Recent Exhibition

from June 26th until July 31st, 2010

Metaphysical Materiality

Pam Longobard, Patricia Bellan-Gillen, Margery Amdur, Carol Prusa, and Peggy Cyphers

June 3rd - July 31st

Opening Reception: July 3rd, 6-9

In the face of alarming change in the natural world we call home, Metaphysical Materiality investigates Pam Longobardi, Patricia Bellan-Gillen, Margery Amdur, Carol Prusa and Peggy Cypher's visions of alternate possibilities in constructed worlds that echo the complex and multi-layered nature of our existence.  As artists, these women display the unique ability to visualize alternative and more positive outcomes for our relationship with nature, often mirroring urgent environmental and social problems, while visualizing a new mindset where Nature is alive and well, infinitely powerful and mysterious.

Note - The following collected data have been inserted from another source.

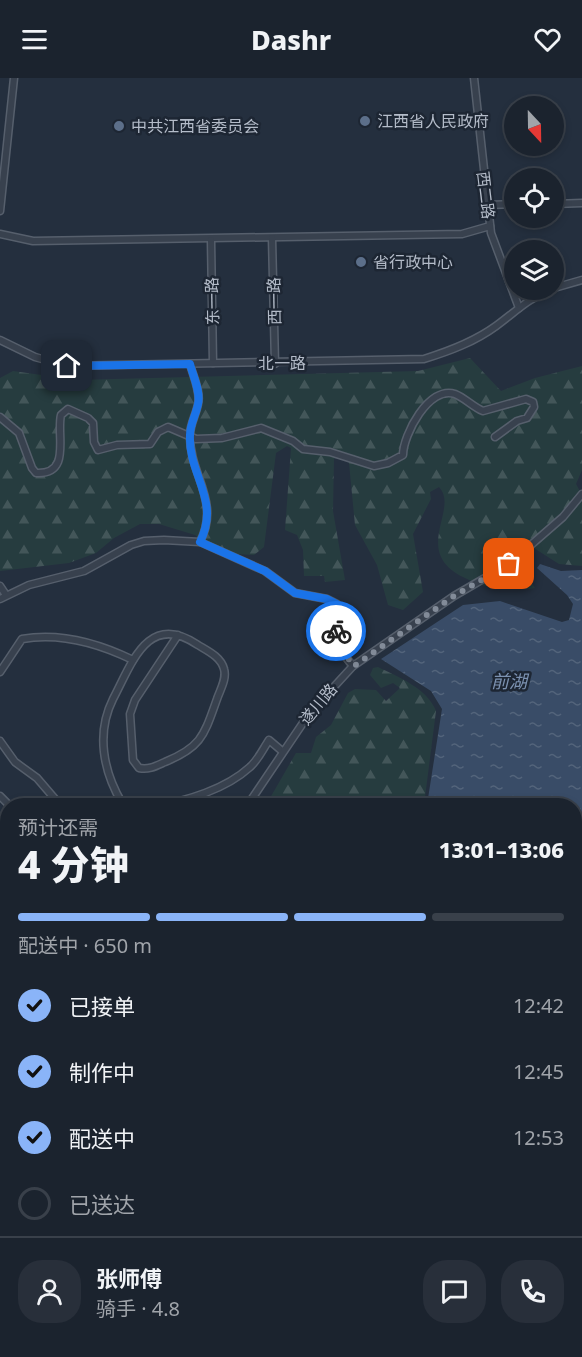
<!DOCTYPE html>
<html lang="zh">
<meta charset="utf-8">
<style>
body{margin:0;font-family:"Noto Sans","Noto Sans SC",sans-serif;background:#282f3a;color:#f1f3f6;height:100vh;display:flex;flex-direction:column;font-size:22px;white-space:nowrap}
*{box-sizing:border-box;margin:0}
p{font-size:20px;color:#a0a4aa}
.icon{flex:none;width:33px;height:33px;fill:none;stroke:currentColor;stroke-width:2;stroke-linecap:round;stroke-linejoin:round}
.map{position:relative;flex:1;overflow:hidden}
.panel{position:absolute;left:0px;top:720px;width:582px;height:560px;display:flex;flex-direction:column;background:#1b232e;border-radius:24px 24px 0 0;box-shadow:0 3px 9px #0003,0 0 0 2px #39404a}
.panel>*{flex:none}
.needle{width:39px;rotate:158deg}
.buttons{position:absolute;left:504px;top:18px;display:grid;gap:12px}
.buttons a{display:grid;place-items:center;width:60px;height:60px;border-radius:50%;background:#1b232e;box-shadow:0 3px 9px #0003,0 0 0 2px #39404a;font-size:30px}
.pin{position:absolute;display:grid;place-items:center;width:51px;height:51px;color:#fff;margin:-26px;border-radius:12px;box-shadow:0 3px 9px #0006}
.courier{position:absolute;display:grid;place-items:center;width:60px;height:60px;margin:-30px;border:4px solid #1a73e8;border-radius:50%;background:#fff;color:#222;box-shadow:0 2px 8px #0007}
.head em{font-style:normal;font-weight:800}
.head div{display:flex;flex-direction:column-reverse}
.head{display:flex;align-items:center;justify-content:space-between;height:102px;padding:0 18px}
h1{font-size:39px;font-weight:800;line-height:45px}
.bar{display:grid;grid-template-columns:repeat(4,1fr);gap:9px 6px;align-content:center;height:72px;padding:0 18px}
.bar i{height:8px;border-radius:4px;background:#39404a}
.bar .current{background:#8ab4f8}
.bar p{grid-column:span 4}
.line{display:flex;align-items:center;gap:15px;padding:0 18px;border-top:2px solid #39404a}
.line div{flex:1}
.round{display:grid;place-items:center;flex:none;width:63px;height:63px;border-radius:24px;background:#282f3a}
ol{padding:0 18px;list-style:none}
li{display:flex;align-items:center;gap:18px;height:66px}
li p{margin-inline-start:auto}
li .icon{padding:6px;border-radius:50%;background:#8ab4f8;color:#111;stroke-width:4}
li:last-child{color:#a0a4aa}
li i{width:33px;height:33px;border:3px solid #39404a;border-radius:50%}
header{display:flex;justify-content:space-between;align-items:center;height:78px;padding:0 18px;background:#1b232e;font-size:27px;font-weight:800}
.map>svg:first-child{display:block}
.forest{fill:url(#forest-firs)}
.park{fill:url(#park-dots)}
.water{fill:url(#water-ripples)}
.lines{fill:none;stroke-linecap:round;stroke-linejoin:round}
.minor-casing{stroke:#565f6c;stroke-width:9}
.minor{stroke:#38414e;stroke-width:6}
.done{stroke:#828b98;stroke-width:6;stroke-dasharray:0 10.8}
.route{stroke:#1a73e8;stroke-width:8}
.service-dot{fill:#5c6f8a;stroke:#1d2633;stroke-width:2}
.labels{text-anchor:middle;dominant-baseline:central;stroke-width:5;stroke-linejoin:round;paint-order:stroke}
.poi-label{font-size:16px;fill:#b4bcc9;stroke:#1d2633;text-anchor:start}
.street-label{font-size:16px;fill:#b4bcc9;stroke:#1d2633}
.water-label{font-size:18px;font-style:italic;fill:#7c92b1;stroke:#1d2633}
</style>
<header><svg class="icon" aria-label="menu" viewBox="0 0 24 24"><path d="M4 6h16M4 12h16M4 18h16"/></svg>Dashr<svg class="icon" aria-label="heart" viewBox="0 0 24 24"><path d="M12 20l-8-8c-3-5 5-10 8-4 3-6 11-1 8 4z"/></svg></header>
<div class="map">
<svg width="582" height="1279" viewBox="0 0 582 1279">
<defs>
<pattern id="forest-firs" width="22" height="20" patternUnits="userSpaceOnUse" patternTransform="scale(1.5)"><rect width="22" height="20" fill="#263c3f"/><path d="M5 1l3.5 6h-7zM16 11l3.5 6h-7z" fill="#435659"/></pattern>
<pattern id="park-dots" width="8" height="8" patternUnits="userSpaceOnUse" patternTransform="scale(1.5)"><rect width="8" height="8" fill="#263c3f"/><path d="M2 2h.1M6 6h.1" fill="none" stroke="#435659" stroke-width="1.8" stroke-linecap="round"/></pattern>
<pattern id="water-ripples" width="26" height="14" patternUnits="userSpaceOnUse" patternTransform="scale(1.5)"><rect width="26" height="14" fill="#394c67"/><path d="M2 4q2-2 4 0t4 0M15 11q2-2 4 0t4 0" fill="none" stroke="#53647b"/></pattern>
</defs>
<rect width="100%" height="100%" fill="#242f3e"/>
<g class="forest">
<path d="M470,280L501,313L535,300L582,288V392L576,406L582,417V488L559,486L526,465L511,468L497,464L511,489L527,498L535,510C523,513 514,508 502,508C479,508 484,509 463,499C411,473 460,431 439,409L430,414L431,421L413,456L423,514L403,532L388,527L377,487L355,447L349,385L339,378L334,381L333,433L345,502L325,504L324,498H304L303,472L297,457L285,452L291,370L287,368L276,375L264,469L254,477L218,475L195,457L159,446H140L114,460L96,475L69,485L0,493V300L13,293L77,302L418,293Z"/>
<path d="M378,589C398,599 427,610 436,633L424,727H266L296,675H311L316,659L331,647L348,615L355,611L376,612L386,623L400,610L393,605L381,610L370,597L373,590Z"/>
<polygon points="0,804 7,811 7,871 0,860"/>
<polygon points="0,879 8,886 7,973 0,979"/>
<polygon points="7,1265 8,1272 63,1272 68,1279 0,1279"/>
<polygon points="96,1272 126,1272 128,1279 96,1279"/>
</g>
<polygon class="park" points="582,1181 582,1279 512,1279 508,1272 574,1272 575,1183"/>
<g class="water">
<polygon points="540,486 561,493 582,492 582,1175 575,1179 574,728 427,727 442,631 431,613 381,581 463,527 500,523 562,544 569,542 573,526 567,517 537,490"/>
<polygon points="161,1272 512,1272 517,1279 161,1279"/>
</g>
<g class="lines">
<g class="minor-casing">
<g id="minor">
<polyline points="474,0 491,155 519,230"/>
<polyline points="554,126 582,125"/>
<polyline points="487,127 514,126"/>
<polyline points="0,133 14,0"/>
<polyline points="0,156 33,163 462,156 490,148"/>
<polyline points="272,160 275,286"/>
<polyline points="211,162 213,285"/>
<polyline points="554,210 582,202"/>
<path d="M0,262L35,279L67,288L424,281C450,273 474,264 496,248C515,234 529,220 550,212"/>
<path d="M190,286C193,298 201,314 198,326C196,337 190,346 190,357C189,397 221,422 200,464"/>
<path d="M0,339L19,355L32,390L36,395C72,397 56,357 61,337L68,331L88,340L93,345L94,364L98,372L117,367L150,366L158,354L168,349L196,361L222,360L261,350L293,363L303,371L330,374L374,388L388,385L403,377C403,357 429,307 455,316C465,320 473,329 483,333L526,321L533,324L534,329L527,340L517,343L495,359"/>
<polyline points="0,508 6,517"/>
<path d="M0,521L29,507L84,493L131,467L144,463L164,462L200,464L265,493L295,515L327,521L337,526L341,533C334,561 334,566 353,588"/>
<path d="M0,594L22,561C61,554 98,565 133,582"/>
<polyline points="0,663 15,684 37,700 61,728"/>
<polyline points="0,718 10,728"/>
<path d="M122,725C103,693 96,655 113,621C132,585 148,533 198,567C208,573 221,579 224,591C227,601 220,612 217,621C204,657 202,669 165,684C156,688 149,692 139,690L133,682L130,636L135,622L178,557"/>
<path d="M155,728C187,723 226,711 250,689C258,682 263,671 269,662L282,673"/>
<polyline points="247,728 309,636 353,588 454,518 509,486 563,439 582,416"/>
<polyline points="0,767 8,773"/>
<polyline points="146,1272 147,1279"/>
</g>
</g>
<use href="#minor" class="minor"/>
</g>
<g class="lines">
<polyline class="done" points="336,553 337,566 354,588 454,518 509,486"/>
<path class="route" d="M67,288L190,286C193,298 201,314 198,326C196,337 190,346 190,357C188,397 221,422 200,464L265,493L295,515L327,521L337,526L341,533L336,553"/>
</g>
<g class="service-dot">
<circle cx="365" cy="43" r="6"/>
<circle cx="119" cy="48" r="6"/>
<circle cx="361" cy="184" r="6"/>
</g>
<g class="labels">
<g class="poi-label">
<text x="377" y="43">江西省人民政府</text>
<text x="131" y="48">中共江西省委员会</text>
<text x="373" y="184">省行政中心</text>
</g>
<g class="street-label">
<text transform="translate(486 117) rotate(83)">西二路</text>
<text transform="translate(212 223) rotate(-91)">东一路</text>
<text transform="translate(274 223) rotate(-91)">西一路</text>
<text x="282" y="285">北一路</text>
<text transform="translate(318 626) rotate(-50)">遂川路</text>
</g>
<g class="water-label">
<text x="509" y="603">前湖</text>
</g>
</g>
</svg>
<div class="buttons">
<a><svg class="needle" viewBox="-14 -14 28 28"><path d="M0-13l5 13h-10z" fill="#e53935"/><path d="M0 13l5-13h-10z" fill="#a0a4aa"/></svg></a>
<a><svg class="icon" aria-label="locate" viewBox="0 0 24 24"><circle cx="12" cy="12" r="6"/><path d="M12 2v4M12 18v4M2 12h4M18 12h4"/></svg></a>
<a><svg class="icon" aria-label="layers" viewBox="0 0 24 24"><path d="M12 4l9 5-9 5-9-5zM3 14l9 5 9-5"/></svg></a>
</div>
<div class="pin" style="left:509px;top:486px;background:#ea580c"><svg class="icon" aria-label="bag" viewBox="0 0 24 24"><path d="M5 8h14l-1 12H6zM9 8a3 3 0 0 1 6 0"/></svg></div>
<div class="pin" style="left:67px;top:288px;background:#1f2937"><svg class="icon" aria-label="home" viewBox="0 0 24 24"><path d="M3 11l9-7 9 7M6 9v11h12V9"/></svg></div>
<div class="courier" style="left:336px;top:553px"><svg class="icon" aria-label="bike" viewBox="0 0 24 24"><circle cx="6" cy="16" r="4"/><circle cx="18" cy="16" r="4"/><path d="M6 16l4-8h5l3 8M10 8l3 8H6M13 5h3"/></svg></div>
<section class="panel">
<div class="head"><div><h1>4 分钟</h1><p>预计还需</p></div><em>13:01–13:06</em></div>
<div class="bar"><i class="current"></i><i class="current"></i><i class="current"></i><i></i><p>配送中 · 650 m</p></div>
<ol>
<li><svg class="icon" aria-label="check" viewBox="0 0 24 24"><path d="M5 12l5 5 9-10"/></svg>已接单<p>12:42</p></li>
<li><svg class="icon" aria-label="check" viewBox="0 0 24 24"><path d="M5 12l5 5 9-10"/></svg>制作中<p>12:45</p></li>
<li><svg class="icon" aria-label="check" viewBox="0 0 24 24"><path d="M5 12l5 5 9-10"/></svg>配送中<p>12:53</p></li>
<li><i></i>已送达</li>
</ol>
<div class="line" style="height:108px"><a class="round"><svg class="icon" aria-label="person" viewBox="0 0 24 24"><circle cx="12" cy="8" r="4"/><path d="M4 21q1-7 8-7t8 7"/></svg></a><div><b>张师傅</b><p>骑手 · 4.8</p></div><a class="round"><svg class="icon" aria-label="chat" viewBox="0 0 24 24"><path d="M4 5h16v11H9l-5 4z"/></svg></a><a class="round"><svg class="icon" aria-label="phone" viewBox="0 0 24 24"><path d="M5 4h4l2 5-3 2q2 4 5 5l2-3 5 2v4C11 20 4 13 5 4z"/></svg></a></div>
</section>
</div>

Pam Longobardi's new works reveal large, connected energy systems punctuated by the minutia of a microscopic lens.  Continuing her exploration in the problematic psychological relationship between humans and the natural world, Longobardi simultaneously suggests the interconnectedness of all beings and nature.  The vibrant color fields in her works suggest the immensity of our atmosphere.  Longobardi further emphasizes this vastness by filling her color fields with oversized silhouettes of microscopic life and plastic debris, providing a sharp contrast to her miniature silhouettes of humans.  A recurring image in this series is developed from a diagram of the internet.  Longobardi utilizes the genre of landscape painting to suggest mystical, invisible worlds that parallel our own, often depicting colonization and escape. 

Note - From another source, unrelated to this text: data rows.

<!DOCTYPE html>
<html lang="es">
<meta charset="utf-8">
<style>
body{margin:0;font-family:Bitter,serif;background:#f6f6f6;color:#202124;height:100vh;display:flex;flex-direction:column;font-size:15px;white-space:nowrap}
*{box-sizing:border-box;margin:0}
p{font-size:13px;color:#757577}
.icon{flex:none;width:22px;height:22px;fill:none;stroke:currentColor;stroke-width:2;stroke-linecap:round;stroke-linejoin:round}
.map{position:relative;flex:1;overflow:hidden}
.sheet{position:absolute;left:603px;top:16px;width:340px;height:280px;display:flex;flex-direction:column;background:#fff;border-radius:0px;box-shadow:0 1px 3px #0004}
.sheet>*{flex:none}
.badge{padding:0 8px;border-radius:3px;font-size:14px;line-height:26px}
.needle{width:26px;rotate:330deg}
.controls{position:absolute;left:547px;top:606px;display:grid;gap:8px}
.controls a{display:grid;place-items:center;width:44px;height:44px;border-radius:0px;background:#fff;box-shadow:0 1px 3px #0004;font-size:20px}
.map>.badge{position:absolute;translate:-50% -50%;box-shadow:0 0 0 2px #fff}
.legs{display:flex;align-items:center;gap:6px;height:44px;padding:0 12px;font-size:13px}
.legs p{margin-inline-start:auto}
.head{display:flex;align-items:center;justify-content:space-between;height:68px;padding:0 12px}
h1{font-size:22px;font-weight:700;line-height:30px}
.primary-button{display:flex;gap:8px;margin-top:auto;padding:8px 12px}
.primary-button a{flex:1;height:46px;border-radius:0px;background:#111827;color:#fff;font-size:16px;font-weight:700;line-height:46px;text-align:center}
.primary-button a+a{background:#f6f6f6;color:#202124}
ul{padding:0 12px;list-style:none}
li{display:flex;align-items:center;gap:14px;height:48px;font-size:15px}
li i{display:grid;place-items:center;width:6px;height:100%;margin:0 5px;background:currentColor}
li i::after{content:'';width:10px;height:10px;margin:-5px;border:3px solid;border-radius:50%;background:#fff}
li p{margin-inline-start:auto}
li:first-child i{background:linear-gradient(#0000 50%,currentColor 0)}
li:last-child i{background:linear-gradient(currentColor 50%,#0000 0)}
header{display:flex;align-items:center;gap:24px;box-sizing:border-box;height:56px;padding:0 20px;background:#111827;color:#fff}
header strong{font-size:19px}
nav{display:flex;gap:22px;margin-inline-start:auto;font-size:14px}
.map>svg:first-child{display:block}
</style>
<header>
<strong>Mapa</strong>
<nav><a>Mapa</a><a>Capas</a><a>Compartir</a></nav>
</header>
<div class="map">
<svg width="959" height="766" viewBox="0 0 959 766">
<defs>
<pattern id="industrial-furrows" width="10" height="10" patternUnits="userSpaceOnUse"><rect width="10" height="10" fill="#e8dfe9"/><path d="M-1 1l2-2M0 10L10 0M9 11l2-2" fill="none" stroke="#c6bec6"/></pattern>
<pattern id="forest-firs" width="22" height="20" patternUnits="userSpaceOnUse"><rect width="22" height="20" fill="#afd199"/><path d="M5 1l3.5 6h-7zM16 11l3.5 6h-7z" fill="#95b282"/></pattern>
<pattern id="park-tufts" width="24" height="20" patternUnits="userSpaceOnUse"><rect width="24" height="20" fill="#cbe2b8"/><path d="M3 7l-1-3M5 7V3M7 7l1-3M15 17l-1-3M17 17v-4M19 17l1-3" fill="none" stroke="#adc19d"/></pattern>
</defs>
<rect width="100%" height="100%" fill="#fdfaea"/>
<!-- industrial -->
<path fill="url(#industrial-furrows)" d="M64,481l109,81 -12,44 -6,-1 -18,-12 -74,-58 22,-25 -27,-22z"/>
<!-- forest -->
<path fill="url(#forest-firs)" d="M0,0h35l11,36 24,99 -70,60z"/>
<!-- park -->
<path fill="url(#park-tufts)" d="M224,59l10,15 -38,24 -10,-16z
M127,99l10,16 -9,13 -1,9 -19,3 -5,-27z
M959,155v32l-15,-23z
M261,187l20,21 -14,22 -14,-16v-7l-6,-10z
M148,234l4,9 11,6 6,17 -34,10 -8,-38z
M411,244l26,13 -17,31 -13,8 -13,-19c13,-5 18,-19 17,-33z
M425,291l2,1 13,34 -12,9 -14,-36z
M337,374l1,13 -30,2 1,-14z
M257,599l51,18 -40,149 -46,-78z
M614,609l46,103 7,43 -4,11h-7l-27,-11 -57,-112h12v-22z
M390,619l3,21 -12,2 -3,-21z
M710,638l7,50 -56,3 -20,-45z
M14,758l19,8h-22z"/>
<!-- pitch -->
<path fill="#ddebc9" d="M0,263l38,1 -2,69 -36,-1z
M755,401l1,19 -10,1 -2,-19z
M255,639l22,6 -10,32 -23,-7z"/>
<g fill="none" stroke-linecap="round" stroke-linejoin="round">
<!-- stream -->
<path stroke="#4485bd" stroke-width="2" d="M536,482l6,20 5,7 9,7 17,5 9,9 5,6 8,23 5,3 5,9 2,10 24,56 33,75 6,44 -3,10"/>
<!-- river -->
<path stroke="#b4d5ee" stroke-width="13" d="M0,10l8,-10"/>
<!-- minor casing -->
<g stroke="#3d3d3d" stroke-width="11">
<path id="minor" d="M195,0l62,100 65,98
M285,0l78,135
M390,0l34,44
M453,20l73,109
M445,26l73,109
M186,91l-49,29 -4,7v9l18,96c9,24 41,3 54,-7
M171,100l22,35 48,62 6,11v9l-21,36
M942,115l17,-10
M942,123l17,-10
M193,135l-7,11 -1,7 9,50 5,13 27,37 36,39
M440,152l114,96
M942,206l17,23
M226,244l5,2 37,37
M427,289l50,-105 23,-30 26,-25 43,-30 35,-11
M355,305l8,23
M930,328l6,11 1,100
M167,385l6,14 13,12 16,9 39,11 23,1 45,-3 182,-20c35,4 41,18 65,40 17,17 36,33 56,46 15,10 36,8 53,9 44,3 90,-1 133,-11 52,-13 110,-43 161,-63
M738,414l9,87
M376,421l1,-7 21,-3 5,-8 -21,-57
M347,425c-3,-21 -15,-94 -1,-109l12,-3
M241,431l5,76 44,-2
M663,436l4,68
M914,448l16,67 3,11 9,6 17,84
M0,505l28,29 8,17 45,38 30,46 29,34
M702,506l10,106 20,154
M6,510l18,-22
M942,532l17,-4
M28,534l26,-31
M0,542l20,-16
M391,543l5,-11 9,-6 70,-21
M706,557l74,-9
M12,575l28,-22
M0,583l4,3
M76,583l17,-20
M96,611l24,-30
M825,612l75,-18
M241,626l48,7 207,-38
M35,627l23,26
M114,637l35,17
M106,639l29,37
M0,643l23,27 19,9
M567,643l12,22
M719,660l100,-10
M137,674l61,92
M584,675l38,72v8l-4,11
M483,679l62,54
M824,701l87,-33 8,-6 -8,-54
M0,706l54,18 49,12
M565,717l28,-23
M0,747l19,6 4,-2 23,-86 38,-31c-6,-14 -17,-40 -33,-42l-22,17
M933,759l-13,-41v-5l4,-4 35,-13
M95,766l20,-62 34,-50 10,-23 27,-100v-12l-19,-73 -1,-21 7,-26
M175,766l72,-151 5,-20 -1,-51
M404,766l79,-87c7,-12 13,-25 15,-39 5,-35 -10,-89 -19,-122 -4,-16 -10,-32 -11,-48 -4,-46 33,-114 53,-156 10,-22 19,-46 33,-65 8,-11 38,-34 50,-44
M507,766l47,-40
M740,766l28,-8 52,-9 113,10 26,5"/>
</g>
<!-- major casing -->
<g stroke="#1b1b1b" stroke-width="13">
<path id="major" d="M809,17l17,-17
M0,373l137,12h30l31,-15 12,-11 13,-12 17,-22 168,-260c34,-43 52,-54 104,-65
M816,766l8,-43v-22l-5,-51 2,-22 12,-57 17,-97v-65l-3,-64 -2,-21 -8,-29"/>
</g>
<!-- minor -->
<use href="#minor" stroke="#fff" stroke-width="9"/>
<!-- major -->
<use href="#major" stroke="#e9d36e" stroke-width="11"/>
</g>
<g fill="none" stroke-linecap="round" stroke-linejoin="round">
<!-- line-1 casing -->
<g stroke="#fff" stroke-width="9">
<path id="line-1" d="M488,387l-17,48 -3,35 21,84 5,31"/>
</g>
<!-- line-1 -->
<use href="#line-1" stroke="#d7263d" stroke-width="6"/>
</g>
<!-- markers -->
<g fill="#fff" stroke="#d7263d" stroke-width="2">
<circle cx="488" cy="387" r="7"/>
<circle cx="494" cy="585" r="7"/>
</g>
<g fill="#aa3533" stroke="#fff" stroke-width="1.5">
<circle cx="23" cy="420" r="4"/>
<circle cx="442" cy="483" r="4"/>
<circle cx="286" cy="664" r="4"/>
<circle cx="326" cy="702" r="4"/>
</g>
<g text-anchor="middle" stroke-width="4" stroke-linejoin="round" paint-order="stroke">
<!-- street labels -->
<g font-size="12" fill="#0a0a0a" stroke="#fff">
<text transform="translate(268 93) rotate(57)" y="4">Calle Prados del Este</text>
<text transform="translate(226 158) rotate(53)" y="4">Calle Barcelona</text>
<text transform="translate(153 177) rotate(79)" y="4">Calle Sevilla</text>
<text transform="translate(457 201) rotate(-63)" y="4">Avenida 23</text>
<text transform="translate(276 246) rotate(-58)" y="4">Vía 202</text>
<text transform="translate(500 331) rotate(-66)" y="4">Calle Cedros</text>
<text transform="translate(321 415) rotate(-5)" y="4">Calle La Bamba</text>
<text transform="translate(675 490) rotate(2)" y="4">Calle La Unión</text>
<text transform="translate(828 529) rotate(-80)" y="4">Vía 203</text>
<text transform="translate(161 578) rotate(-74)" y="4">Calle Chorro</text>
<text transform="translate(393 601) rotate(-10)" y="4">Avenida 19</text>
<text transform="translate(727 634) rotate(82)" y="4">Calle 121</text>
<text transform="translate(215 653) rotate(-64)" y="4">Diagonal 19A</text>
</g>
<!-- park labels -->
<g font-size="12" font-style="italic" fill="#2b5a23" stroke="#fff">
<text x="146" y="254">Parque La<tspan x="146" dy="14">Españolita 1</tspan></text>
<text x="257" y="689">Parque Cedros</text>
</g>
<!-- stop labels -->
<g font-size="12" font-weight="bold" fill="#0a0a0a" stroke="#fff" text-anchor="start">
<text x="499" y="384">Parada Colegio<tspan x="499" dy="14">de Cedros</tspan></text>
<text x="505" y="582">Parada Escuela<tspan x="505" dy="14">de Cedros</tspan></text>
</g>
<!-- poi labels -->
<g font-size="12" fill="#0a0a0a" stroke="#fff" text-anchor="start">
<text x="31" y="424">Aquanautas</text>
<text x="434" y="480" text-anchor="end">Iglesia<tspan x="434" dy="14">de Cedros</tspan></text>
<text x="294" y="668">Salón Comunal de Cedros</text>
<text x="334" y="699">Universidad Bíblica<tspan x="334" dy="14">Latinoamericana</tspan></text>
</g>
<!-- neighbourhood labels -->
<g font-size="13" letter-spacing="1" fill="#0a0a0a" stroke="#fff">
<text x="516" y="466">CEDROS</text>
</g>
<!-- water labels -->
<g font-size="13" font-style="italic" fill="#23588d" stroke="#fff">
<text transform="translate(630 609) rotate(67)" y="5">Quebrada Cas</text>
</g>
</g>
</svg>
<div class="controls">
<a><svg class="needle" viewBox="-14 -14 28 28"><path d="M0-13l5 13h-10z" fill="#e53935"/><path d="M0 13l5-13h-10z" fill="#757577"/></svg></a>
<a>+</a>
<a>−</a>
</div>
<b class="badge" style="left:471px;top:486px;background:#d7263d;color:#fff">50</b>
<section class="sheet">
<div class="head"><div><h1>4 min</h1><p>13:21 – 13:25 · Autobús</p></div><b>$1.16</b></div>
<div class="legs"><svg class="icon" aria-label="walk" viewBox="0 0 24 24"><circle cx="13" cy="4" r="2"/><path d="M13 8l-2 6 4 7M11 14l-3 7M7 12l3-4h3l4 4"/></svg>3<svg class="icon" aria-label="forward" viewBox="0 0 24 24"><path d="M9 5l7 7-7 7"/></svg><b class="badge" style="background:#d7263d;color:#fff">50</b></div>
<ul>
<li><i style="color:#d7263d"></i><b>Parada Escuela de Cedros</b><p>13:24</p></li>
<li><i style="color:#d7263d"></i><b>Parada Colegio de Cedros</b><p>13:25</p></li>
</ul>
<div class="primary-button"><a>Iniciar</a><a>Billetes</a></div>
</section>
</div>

In beautifully rendered works on paper and canvas, Patricia Bellan-Gillen depicts narrative collisions between animal behavior and human rituals.  Utilizing motifs such as the dunce cap, a floating inner tube, and a jack-o-lantern face as symbols of human foibles, and the singular creature or massing of vast numbers of fish, birds or flowers to speak of imminent natural disaster, Bellan-Gillen's works warn us of the disconnectedness of humans and nature.

Margery Amdur's mixed media works and installations often incorporate materials such as paint chips, pompoms and paint-by-number patterns intermingled with hand-cut frosted mylar suspended within layers of poured liquid resin that speak of the impossible separation of our cultured view and the natural world. Amdur 's elaborately layered works utilize ornament and pattern to reveal the constructed nature of the garden.

Carol Prusa inscribes delicate and mysterious systems in silverpoint on both flat surfaces and glowing domed forms.  The intricately detailed symmetrical repetitions of organic shapes suggest the hidden wondrous logic of nature. Fiber optic threads punctuate the domed forms, creating a celestial macro-sphere of the microscopic in fractal resonance.

Peggy Cypher's paintings survey vast spaces from an oblique aerial perspective.  The darkening forms that edge the paintings create a sensation of swooping in and flying low over landscapes at the twilight hour.  Hovering between abstraction and familiarity, these works utilize the stacked space of Asian perspective to visualize a realm of mind.